## Exercise aim
From the entries, return every line where the string "Avenue" shows up.

(Collected data entries)
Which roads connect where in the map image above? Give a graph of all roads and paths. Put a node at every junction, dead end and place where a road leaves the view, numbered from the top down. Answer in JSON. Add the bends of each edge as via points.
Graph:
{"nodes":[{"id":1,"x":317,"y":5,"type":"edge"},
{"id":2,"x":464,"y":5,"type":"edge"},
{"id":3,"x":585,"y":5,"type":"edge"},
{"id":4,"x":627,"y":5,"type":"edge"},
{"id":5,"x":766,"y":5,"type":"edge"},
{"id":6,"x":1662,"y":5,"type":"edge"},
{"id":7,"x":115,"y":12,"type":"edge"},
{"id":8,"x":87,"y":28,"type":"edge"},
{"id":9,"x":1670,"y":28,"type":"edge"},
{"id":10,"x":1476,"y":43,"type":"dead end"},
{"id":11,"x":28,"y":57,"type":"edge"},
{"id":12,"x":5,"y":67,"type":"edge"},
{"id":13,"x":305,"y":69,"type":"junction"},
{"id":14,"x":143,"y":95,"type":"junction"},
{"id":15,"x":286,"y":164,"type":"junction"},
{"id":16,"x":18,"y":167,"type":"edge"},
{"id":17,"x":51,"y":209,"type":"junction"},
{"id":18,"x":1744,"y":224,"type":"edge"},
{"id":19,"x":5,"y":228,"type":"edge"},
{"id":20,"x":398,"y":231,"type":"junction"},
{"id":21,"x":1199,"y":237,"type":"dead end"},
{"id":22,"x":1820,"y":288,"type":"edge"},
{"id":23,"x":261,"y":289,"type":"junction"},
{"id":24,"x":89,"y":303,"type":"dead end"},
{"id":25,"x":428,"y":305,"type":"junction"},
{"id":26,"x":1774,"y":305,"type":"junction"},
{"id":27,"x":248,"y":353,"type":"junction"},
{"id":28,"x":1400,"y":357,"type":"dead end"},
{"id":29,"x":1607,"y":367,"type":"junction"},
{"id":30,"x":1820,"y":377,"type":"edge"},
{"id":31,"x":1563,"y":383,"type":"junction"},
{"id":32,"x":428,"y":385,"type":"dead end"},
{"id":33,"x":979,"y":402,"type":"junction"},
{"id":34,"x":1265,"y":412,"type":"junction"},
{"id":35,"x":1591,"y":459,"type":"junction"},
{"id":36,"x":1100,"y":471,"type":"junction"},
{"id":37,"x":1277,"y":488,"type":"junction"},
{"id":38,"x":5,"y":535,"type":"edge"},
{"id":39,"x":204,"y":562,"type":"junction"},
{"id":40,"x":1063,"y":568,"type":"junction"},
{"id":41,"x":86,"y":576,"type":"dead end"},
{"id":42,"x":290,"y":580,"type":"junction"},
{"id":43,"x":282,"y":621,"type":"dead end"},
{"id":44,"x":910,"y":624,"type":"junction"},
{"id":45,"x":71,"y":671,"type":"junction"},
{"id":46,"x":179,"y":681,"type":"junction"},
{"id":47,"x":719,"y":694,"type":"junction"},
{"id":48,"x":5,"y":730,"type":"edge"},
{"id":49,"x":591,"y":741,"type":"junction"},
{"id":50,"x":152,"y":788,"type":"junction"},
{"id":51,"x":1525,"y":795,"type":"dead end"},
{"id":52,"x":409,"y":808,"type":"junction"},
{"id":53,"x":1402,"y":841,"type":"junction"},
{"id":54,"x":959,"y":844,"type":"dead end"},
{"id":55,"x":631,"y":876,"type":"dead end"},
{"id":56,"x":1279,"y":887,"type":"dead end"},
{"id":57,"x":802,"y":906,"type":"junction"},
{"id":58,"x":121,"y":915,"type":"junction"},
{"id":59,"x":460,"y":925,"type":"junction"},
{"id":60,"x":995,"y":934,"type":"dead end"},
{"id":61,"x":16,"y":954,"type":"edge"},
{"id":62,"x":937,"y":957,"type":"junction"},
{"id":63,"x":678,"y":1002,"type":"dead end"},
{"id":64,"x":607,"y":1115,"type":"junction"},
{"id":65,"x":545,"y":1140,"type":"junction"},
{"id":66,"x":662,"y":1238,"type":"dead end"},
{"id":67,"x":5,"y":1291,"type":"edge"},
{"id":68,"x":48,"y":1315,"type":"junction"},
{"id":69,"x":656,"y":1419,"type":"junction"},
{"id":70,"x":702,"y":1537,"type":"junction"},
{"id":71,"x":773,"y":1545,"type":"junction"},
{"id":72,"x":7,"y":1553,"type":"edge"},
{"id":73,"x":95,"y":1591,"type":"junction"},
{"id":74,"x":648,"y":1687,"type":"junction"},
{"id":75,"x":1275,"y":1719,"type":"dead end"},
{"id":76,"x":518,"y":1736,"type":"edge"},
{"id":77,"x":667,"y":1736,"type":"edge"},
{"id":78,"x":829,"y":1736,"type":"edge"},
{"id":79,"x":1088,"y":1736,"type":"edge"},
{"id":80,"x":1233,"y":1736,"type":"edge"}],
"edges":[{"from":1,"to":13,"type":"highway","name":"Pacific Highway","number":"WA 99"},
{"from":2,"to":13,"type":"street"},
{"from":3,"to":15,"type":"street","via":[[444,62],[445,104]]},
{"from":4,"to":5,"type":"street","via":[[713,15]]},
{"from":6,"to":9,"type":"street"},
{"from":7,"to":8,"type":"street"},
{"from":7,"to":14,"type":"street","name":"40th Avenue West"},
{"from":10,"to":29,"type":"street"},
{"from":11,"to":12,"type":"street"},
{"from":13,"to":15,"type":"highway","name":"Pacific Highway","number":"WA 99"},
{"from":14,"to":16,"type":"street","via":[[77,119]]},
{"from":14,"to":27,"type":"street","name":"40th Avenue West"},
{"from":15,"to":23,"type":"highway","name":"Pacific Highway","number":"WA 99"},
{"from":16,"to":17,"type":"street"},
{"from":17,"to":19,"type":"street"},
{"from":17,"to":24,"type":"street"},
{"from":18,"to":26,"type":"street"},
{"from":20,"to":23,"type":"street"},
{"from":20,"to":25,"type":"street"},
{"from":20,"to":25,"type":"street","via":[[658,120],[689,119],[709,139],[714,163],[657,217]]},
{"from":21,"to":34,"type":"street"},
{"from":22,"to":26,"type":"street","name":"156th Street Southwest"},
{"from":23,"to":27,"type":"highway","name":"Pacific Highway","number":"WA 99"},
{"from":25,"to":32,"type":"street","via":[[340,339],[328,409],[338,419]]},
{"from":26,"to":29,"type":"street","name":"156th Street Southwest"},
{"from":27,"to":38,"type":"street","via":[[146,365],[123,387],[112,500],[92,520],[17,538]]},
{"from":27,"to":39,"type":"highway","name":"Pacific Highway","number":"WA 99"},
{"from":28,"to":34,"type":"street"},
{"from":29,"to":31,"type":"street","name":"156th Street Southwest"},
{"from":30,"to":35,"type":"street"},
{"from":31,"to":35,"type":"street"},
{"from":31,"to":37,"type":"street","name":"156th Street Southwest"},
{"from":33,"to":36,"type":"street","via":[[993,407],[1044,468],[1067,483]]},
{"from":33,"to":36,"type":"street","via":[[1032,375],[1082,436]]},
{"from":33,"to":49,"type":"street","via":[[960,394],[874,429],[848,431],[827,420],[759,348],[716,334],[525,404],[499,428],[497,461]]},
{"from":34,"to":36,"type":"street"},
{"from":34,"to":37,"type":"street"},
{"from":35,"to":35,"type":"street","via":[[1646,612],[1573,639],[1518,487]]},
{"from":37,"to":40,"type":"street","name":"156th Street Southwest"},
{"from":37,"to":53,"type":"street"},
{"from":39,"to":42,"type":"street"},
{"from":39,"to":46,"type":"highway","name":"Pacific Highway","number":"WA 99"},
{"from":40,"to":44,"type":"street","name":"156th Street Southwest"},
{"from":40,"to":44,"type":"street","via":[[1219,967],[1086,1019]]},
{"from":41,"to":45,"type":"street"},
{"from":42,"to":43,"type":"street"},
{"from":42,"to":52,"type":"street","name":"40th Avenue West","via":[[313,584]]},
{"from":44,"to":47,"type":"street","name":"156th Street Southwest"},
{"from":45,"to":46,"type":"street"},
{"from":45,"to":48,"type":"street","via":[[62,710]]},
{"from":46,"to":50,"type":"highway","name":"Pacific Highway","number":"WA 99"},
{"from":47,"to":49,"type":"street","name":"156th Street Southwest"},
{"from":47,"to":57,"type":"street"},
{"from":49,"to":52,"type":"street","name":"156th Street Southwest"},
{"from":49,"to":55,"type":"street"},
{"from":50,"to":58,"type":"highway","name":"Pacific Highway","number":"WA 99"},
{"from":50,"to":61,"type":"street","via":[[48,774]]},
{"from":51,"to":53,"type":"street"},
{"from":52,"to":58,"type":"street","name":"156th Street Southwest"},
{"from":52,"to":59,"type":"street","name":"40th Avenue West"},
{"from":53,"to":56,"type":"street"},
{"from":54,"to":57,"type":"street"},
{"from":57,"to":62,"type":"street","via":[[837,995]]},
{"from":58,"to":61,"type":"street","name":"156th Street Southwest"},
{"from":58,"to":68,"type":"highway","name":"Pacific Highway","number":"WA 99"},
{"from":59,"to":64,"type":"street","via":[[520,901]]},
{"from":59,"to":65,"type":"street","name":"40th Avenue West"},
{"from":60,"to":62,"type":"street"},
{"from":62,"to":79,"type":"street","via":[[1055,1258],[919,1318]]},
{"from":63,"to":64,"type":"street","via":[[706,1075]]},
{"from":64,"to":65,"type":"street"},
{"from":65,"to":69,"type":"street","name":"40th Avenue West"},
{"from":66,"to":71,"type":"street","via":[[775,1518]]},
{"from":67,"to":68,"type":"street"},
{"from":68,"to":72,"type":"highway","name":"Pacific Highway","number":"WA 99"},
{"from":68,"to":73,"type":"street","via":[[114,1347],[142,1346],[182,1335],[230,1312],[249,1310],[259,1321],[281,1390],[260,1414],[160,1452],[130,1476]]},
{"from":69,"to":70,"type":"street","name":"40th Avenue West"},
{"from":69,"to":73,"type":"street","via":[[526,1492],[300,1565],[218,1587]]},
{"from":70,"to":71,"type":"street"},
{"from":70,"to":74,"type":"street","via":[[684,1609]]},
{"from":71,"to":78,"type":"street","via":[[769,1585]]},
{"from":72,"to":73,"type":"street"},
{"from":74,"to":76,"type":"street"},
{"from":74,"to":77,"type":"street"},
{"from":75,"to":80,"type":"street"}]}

## Output
{"from":7,"to":14,"type":"street","name":"40th Avenue West"},
{"from":14,"to":27,"type":"street","name":"40th Avenue West"},
{"from":42,"to":52,"type":"street","name":"40th Avenue West","via":[[313,584]]},
{"from":52,"to":59,"type":"street","name":"40th Avenue West"},
{"from":59,"to":65,"type":"street","name":"40th Avenue West"},
{"from":65,"to":69,"type":"street","name":"40th Avenue West"},
{"from":69,"to":70,"type":"street","name":"40th Avenue West"},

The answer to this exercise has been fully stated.